Apo structure of Mycobacterium tuberculosis 1-deoxy-d-xylulose 5-phosphate synthase DXPS: Dynamics and implications for inhibitor design

The enzyme 1-deoxy-D-xylulose-5-phosphate synthase (DXPS) catalyses the first step of the MEP pathway, a key process for isoprenoid biosynthesis in bacteria that is absent in humans, making it a promising drug target. We present the structure of Mycobacterium tuberculosis DXPS in its apo form, obtained through a soaking method that removes thiamine diphosphate (ThDP) and metals from pre-formed crystals. The apo structure had three regions with absence of electron density near the active site that are unique to the apo form of the enzyme.

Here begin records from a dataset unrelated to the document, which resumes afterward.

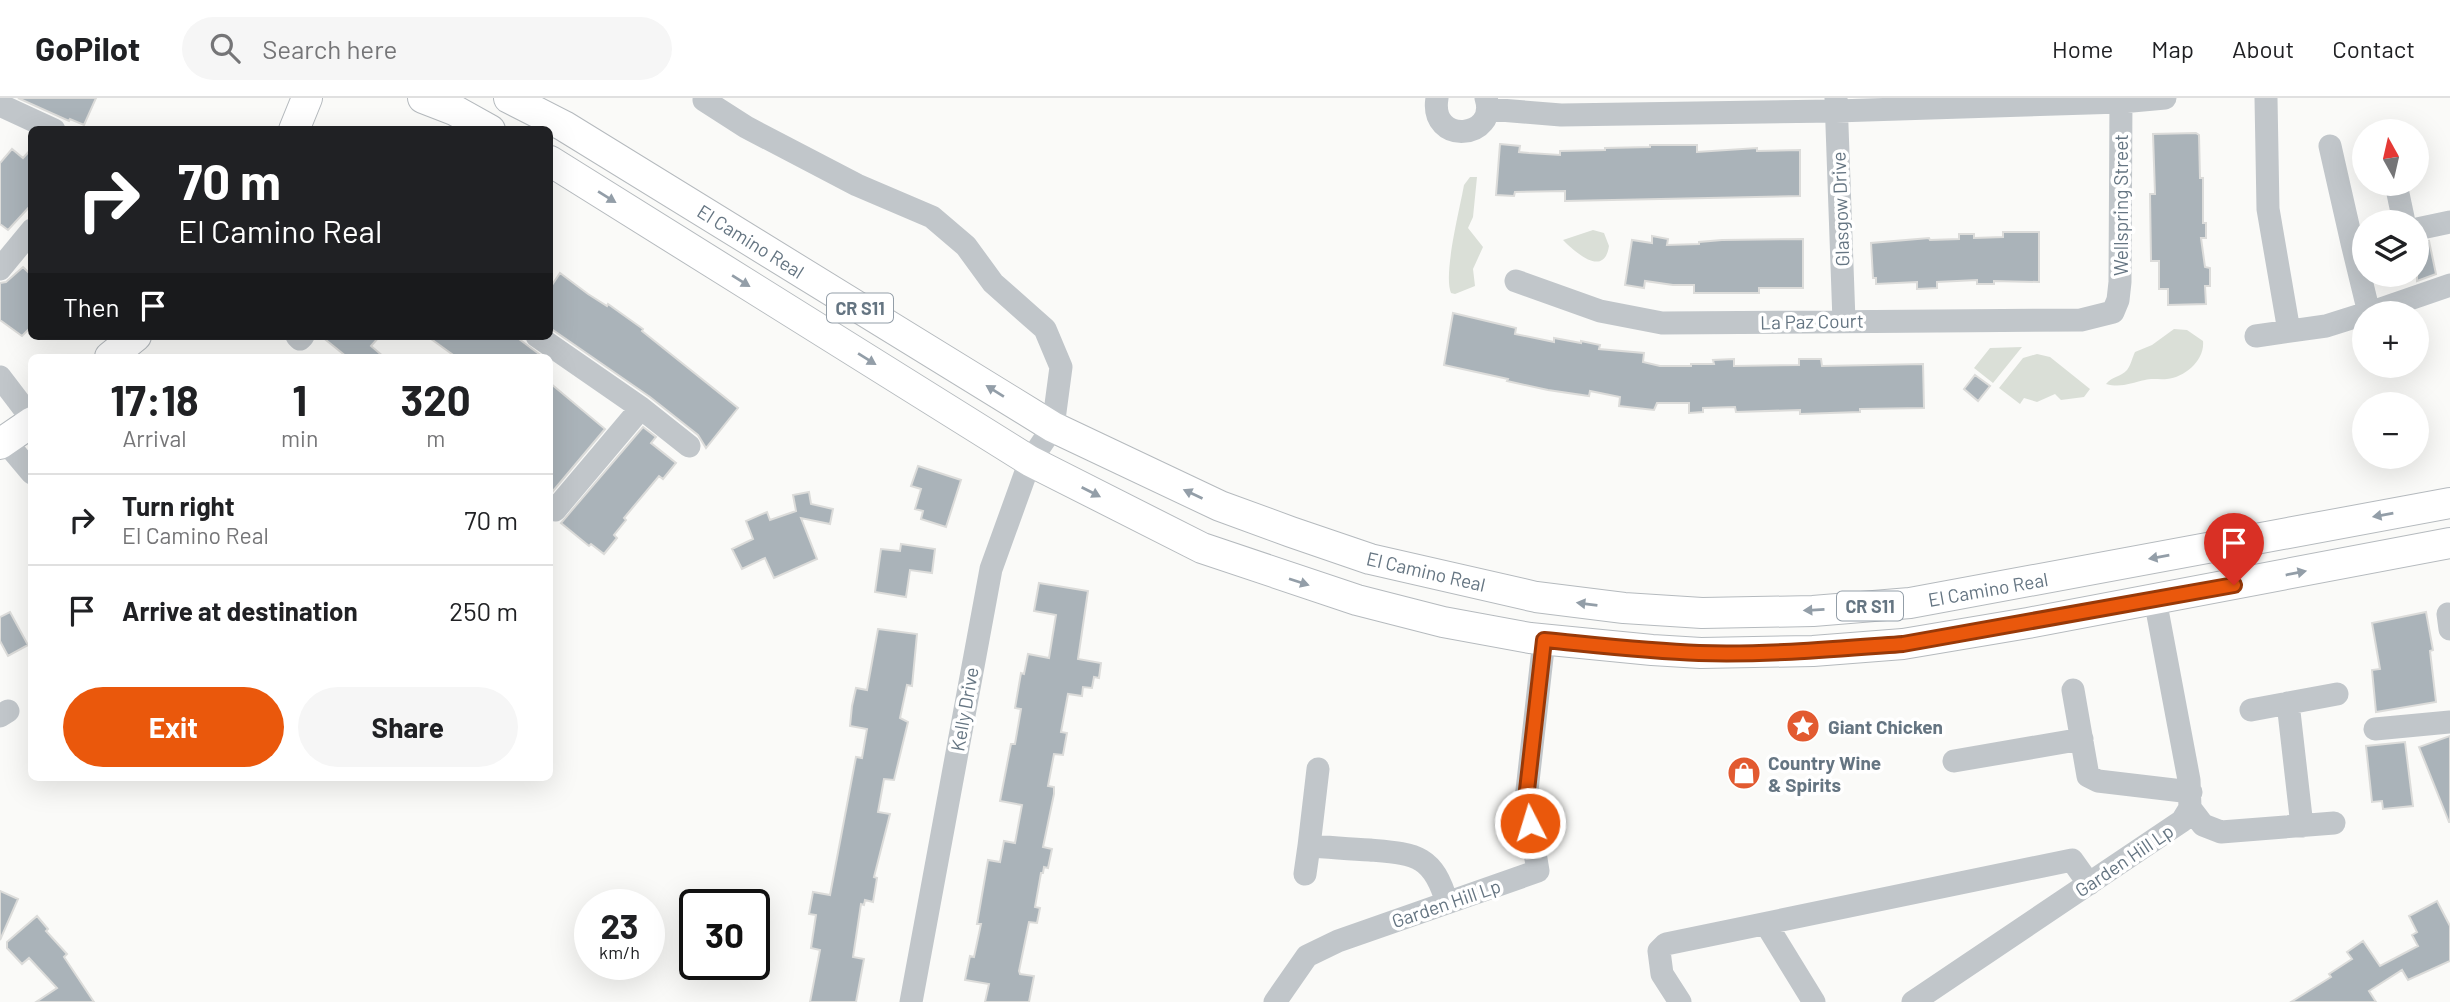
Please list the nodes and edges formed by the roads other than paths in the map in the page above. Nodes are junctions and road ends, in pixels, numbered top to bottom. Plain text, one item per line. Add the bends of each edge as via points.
1 (307, 98) edge
2 (423, 98) edge
3 (509, 98) edge
4 (1437, 98) edge
5 (2165, 98) edge
6 (2266, 98) edge
7 (704, 100) dead end
8 (2121, 100) edge
9 (1487, 103) edge
10 (0, 105) edge
11 (1836, 105) edge
12 (45, 126) edge
13 (296, 126) edge
14 (484, 126) edge
15 (2330, 146) dead end
16 (553, 164) edge
17 (2352, 221) edge
18 (2450, 222) edge
19 (2429, 226) edge
20 (28, 235) edge
21 (0, 268) edge
22 (1516, 281) dead end
23 (2450, 285) edge
24 (2403, 301) edge
25 (2113, 312) joint
26 (2352, 318) edge
27 (1844, 321) junction
28 (2289, 331) junction
29 (2256, 336) dead end
30 (131, 340) edge
31 (543, 340) edge
32 (114, 354) edge
33 (0, 377) edge
34 (641, 408) junction
35 (28, 416) edge
36 (28, 424) edge
37 (1053, 427) junction
38 (2, 442) edge
39 (689, 446) dead end
40 (1031, 461) junction
41 (28, 469) edge
42 (2450, 503) edge
43 (555, 510) dead end
44 (2450, 543) edge
45 (2155, 599) junction
46 (1544, 640) junction
47 (2073, 690) dead end
48 (2337, 694) dead end
49 (2288, 703) junction
50 (2251, 710) dead end
51 (2450, 722) edge
52 (2375, 729) dead end
53 (2081, 740) junction
54 (1954, 761) dead end
55 (1318, 769) dead end
56 (2191, 800) junction
57 (2334, 823) dead end
58 (2302, 826) junction
59 (1309, 846) junction
60 (1305, 874) dead end
61 (2089, 884) junction
62 (1447, 903) junction
63 (1766, 924) junction
64 (911, 1002) edge
65 (1275, 1002) edge
66 (1680, 1002) edge
67 (1814, 1002) edge
68 (1913, 1002) edge

1 - 13 main road
2 - 14 main road
37 -> 3 main road, El Camino Real / CR S11 via 564,126
4 - 9 street via 1441,122 1463,133 1484,120
5 - 8 street
6 - 28 street via 2268,209
7 - 37 street via 857,185 932,217 966,246 993,283 1045,329 1062,367
8 - 11 street
8 - 25 street, Wellspring Street via 2120,282
9 - 11 street via 1561,115
10 - 12 street
11 - 27 street, Glasgow Drive
15 - 17 street
16 -> 40 main road, El Camino Real / CR S11
18 - 19 street
20 - 21 street
22 - 27 street, La Paz Court via 1600,312 1662,323
23 - 24 street
25 - 27 street, La Paz Court via 2081,320
26 - 28 street
28 - 29 street
30 - 32 main road
31 - 34 street
33 - 35 street
34 - 39 street
34 - 43 street
36 - 38 main road
37 - 40 street, Kelly Drive
42 -> 37 main road, El Camino Real / CR S11 via 1910,603 1813,611 1689,612 1536,597 1370,559 1220,506
38 - 41 street
40 -> 46 main road, El Camino Real / CR S11 via 1202,548 1274,574 1443,622
40 - 64 street, Kelly Drive via 991,569
45 -> 44 main road, El Camino Real / CR S11
45 - 46 main road, El Camino Real / CR S11 via 1903,644 1813,651 1701,653
45 - 56 street
46 - 62 street, Garden Hill Lp via 1526,799 1538,871
47 - 53 street
48 - 49 street
49 - 50 street
49 - 58 street
51 - 52 street
53 - 54 street
53 - 56 street via 2088,776
55 - 59 street
56 - 58 street via 2203,825 2221,832
56 - 61 street, Garden Hill Lp via 2182,821
57 - 58 street
59 - 60 street
59 - 62 street via 1410,854 1432,869
61 - 63 street via 2072,860
61 - 68 street, Garden Hill Lp
62 - 65 street, Garden Hill Lp via 1307,956
63 - 66 street via 1666,944 1659,951 1662,974
63 - 67 street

Comparisons with other homologous DXPS structures highlight a similar dynamic response to cofactor absence. Despite the increased flexibility, key residues for the activity and ThDP binding retain their positions, preserving the structural integrity of the catalytic core. These findings demonstrate the critical role of ThDP in maintaining DXPS stability and suggest that dynamic structural changes in the apo state may influence inhibitor binding targeting the cofactor site. • DXPS is an attractive drug target, as it supports the MEP pathway that is absent in humans. • The structure of unliganded DXPS from M tuberculosis ( Mt DXPS) provides a model to understand conformational rearrangements undergone in the molecule during thiamine diphosphate co-factor binding/unbinding • ThDP unbinding results in a significant loss of order in binding site loops, exposing additional surfaces for targeted drug design.